Henry Wedler is being recognized as a Champion of Change for leading education and employment efforts in science, technology, engineering and math for Americans with disabilities.
Blind people have no less of a desire than sighted people to pursue challenging and rewarding careers, including those in science, technology, engineering and mathematics (STEM) and, in doing so, contribute to society. Unfortunately, many people, including the blind, believe that these fields are too visual and, therefore, impractical for blind people to pursue. Contrary to this belief, all that is missing is the confidence and some practical assistance to fulfill these dreams.

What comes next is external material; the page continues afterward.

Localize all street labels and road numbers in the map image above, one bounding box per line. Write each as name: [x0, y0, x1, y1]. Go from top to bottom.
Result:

Until I gained the necessary confidence from the National Federation of the Blind in high school and joined Dean Tantillo’s group in the Chemistry Department at the University of California, Davis, I, too, doubted that I could study organic chemistry as a blind graduate student. As I complete my first year of the Ph.D. program, studying computational organic chemistry, I am now confident that I will succeed in graduate school and beyond.

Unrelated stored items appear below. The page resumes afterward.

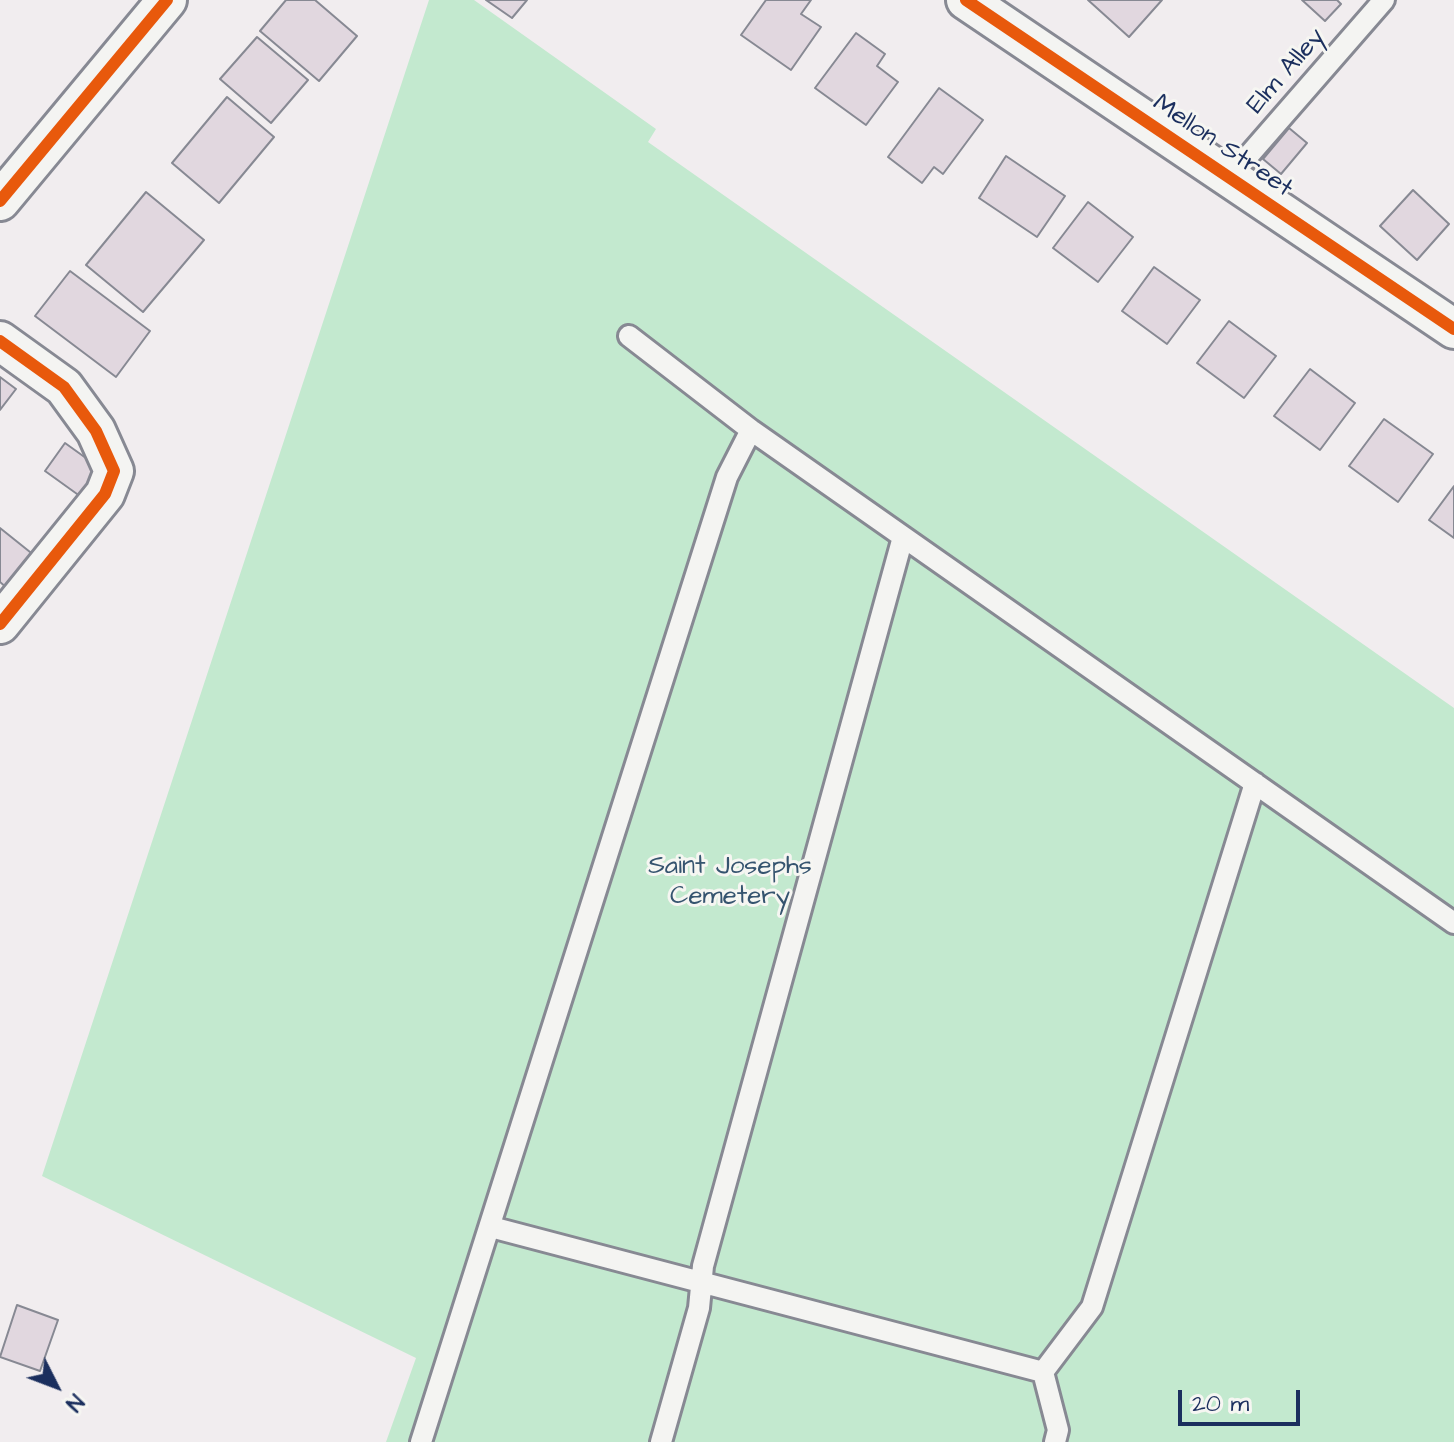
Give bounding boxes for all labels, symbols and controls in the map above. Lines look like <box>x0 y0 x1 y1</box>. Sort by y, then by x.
street label: Elm Alley <box>1241 23 1333 121</box>
street label: Mellon Street <box>1146 89 1298 205</box>
park label: Saint Josephs Cemetery <box>648 852 812 914</box>
north arrow <box>16 1346 96 1426</box>
scale bar <box>1182 1374 1304 1424</box>
text: N <box>58 1387 90 1418</box>
text: 20 m <box>1192 1387 1249 1421</box>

I completed my undergraduate studies at UCD with a double major in chemistry and history and a minor in mathematics. Though my main interest was in chemistry, I expected to enter graduate school as a history major until Dean Tantillo introduced me to theoretical organic chemistry and welcomed me into his group as an undergraduate researcher. With help from Dean Tantillo and fellow group members, I made the computer interface accessible, which permitted me to perform complex organic chemistry research on a level equal to my peers. Once I realized that advanced chemical research was accessible to me, I decided to work towards a Ph.D. in organic chemistry.
I use the same mental process in doing chemistry as I use for my survival as a blind traveler. When I think about the map of a campus or town, the layout of desks in a classroom, or the position of carbons in a benzene molecule, I use the same set of skills. I discovered that the reason chemistry has been such a passion for me is because I’ve always used that part of my brain. If I can understand the layout of my college town, I can make distances between things much smaller and apply the same thought process to an organic synthesis problem or reaction mechanism. Likewise, performing a complex reaction mechanism is similar to walking a complicated route from one part of my college campus to another. I hope that my unusual way of understanding chemistry will allow me to contribute something new and innovative to our community as a chemistry instructor.

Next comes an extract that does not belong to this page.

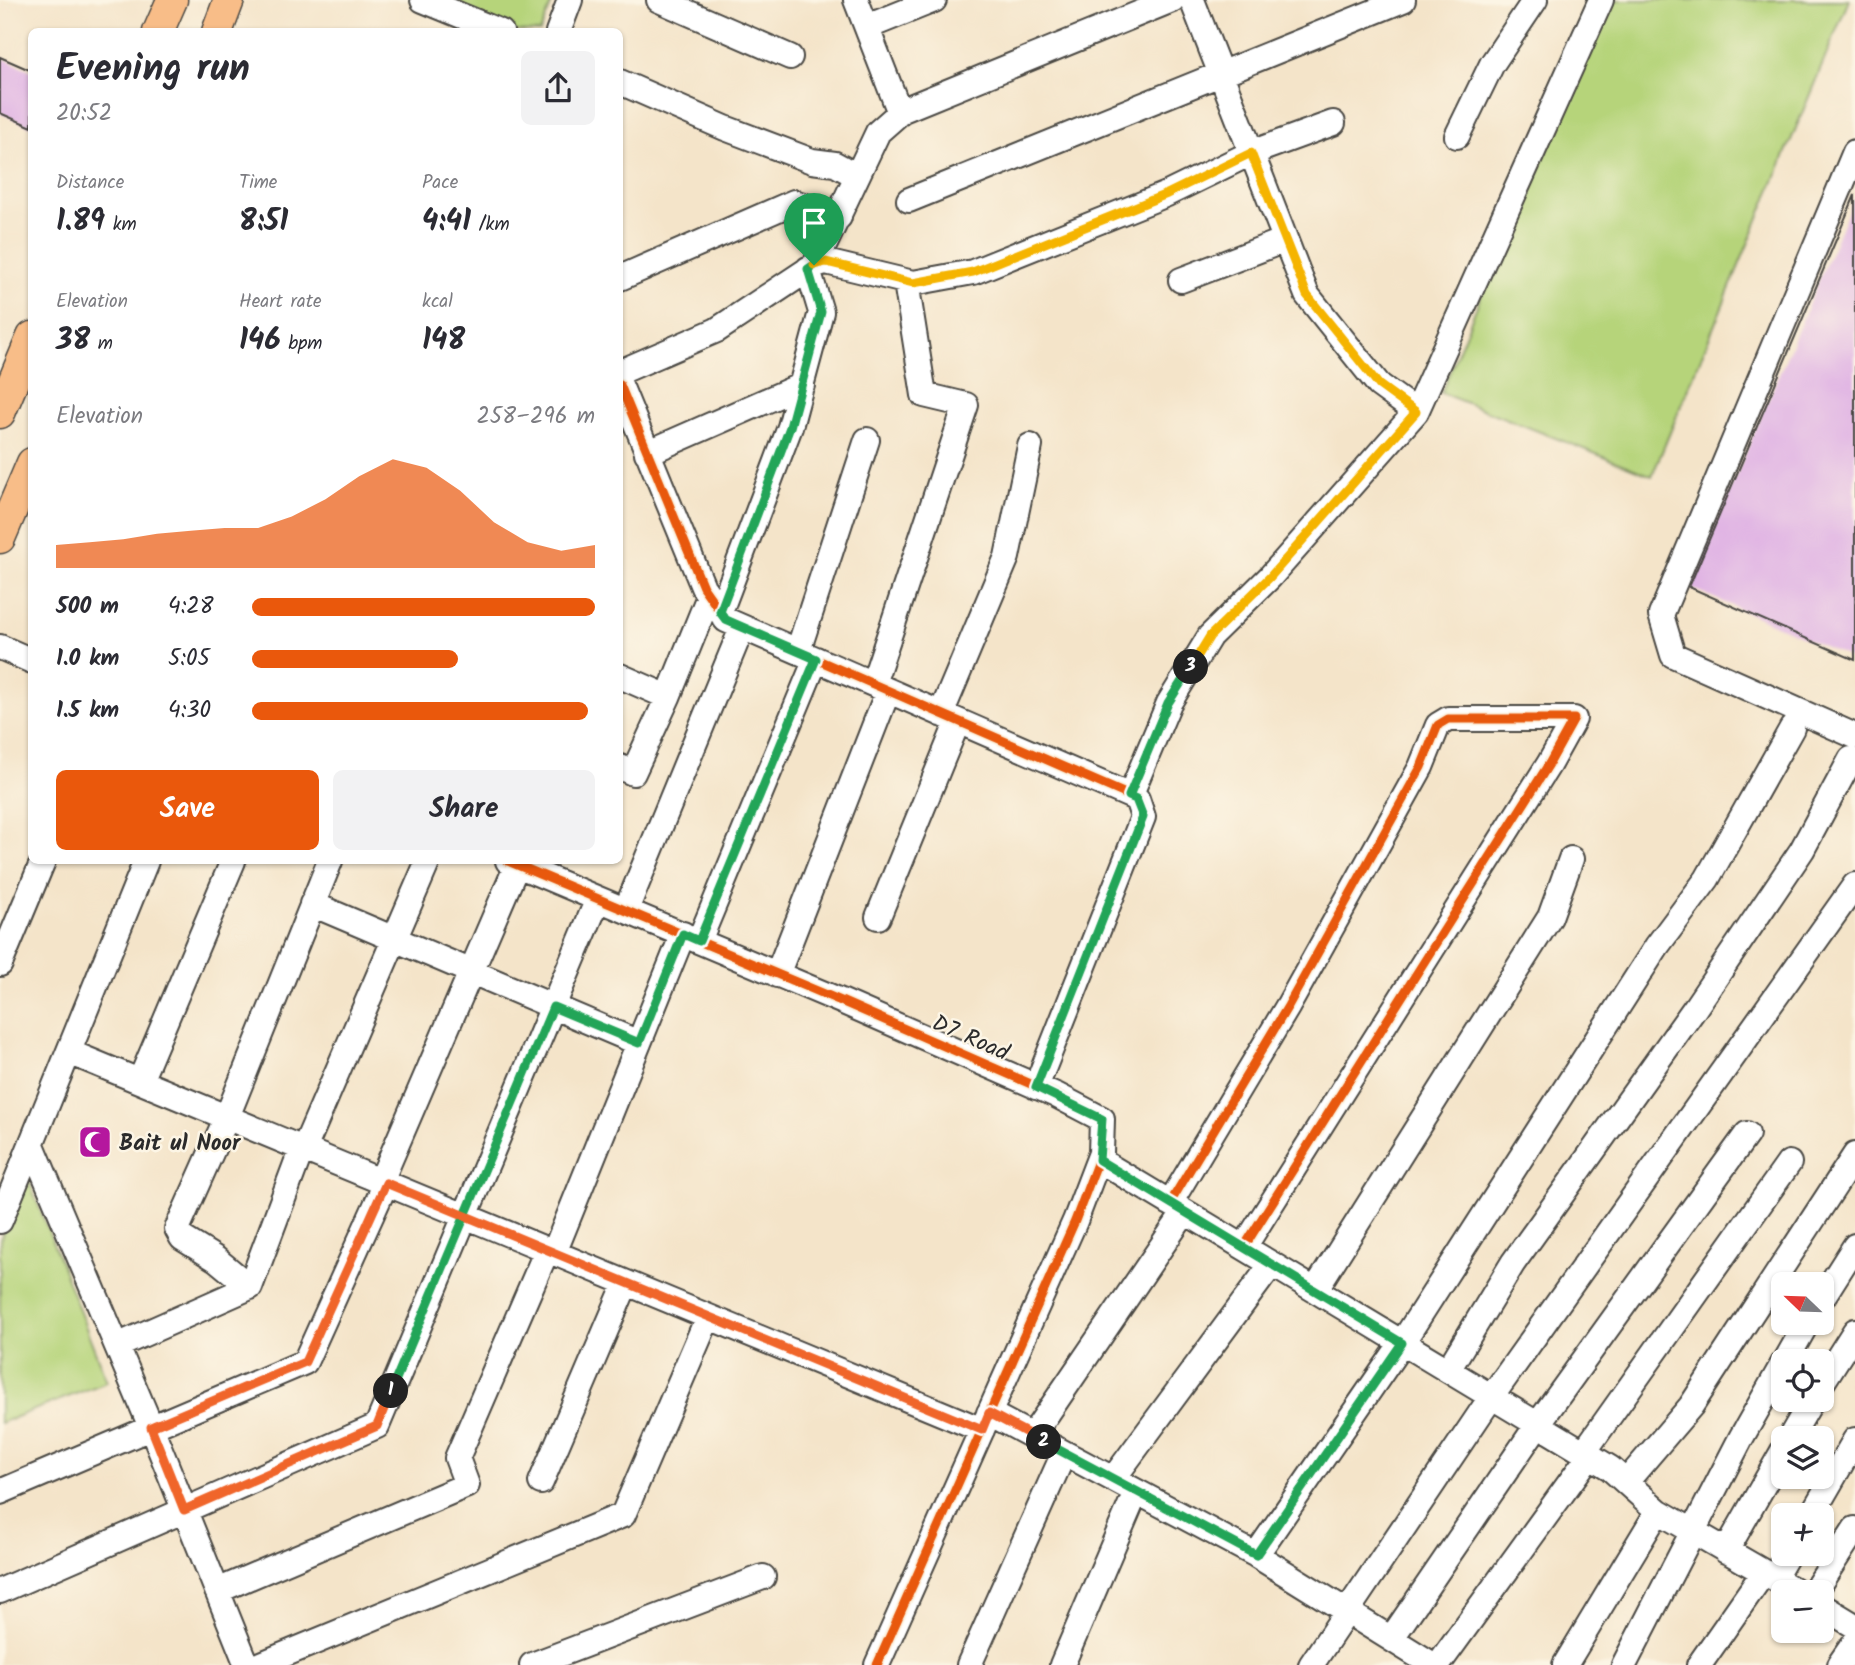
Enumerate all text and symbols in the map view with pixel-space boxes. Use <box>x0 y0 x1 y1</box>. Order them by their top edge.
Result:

As we work to make our computational laboratory more accessible to me, we want to make UCD a place where people with disabilities can study STEM disciplines professionally and seek employment in STEM fields. I now use a talking computer and a program called Gaussian to study organic chemistry reaction mechanisms and relative energies of reactants and products. In addition, with the generous support of a grant from the National Science Foundation, we purchased a 3-dimensional printer. Using this printer, I am able to print computer-generated chemical models that previously were only accessible visually. Ultimately, we are working to make UCD, a Level 1 research institute, fully accessible and accommodating to Americans with disabilities pursuing education in STEM fields.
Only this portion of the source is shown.